El gobierno aclara que las empresas mixtas continuarán sus operaciones tras las inquietudes generadas por el nuevo convenio con Estados Unidos.
La política energética venezolana atraviesa un momento de redefinición estratégica tras los recientes anuncios de cooperación comercial con Estados Unidos para la explotación de recursos hidrocarburíferos. Ante la incertidumbre generada en el panorama internacional sobre el estatus de las alianzas previas, el ejecutivo venezolano ha salido al paso para aclarar la situación de las inversiones provenientes de potencias aliadas. La postura oficial busca transmitir estabilidad jurídica y continuidad en las operaciones que sostienen la producción de crudo en el territorio nacional.
Respeto a las empresas mixtas en el país
La ministra de hidrocarburos, Paula Henao, ratificó que el país mantiene un compromiso firme con los compromisos asumidos previamente. Durante una entrevista televisada, la funcionaria enfatizó que las asociaciones constituidas con capitales de Pekín y Moscú operan bajo marcos legales plenamente vigentes. Henao descartó que los nuevos pactos impliquen el desplazamiento o la exclusión de estas corporaciones del mapa de extracción local.
Las aclaraciones surgen como respuesta directa a los reportes que sugerían que la entrada de firmas estadounidenses afectaría áreas operativas asignadas previamente a empresas estatales asiáticas y europeas.

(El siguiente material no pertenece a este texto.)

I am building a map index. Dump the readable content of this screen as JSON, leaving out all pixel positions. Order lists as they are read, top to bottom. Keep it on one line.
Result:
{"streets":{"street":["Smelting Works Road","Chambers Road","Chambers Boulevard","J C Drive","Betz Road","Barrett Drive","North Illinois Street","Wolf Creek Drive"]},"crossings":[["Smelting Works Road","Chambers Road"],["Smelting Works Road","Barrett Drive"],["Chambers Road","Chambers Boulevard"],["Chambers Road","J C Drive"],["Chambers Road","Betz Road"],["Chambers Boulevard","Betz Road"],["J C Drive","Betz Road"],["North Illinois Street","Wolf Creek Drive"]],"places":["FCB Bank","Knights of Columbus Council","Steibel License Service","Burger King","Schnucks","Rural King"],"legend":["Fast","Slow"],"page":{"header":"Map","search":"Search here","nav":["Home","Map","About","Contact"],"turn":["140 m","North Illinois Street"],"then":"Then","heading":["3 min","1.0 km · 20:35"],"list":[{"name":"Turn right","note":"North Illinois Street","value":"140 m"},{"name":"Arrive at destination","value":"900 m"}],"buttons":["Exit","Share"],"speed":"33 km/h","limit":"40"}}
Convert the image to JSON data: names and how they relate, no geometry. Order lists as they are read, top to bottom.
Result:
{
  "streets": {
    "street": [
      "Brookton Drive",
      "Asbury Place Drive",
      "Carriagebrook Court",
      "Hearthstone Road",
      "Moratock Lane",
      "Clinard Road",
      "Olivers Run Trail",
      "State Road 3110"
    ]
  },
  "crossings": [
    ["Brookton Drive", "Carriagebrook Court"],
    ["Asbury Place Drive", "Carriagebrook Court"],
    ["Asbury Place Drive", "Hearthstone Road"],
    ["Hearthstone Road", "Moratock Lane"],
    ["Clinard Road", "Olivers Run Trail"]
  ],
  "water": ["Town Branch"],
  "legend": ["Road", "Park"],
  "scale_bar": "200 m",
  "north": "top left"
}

Según la titular de la cartera energética, los permisos para el desarrollo de actividades primarias se mantienen intactos, garantizando que las empresas mixtas involucradas continuarán ejecutando sus planes de trabajo programados sin interrupciones.
Preocupación diplomática y posturas internacionales
El debate sobre el control de las áreas de explotación cobró fuerza tras declaraciones emitidas desde Washington, donde se afirmó que gran parte de los yacimientos incluidos en el reciente acuerdo bilateral correspondían a zonas operadas anteriormente por entidades chinas y rusas. Esta afirmación provocó reacciones inmediatas en el ámbito diplomático internacional, encendiendo las alarmas sobre la seguridad de las inversiones extranjeras en la nación suramericana.
Desde Pekín, la cancillería china fijó una postura contundente a través de su portavoz, Guo Jiakun, quien exigió el resguardo de sus activos e intereses comerciales. El gobierno chino subrayó que la relación de cooperación bilateral con Caracas está amparada por normativas internacionales y marcos legales soberanos que deben ser respetados de manera estricta por todas las partes involucradas.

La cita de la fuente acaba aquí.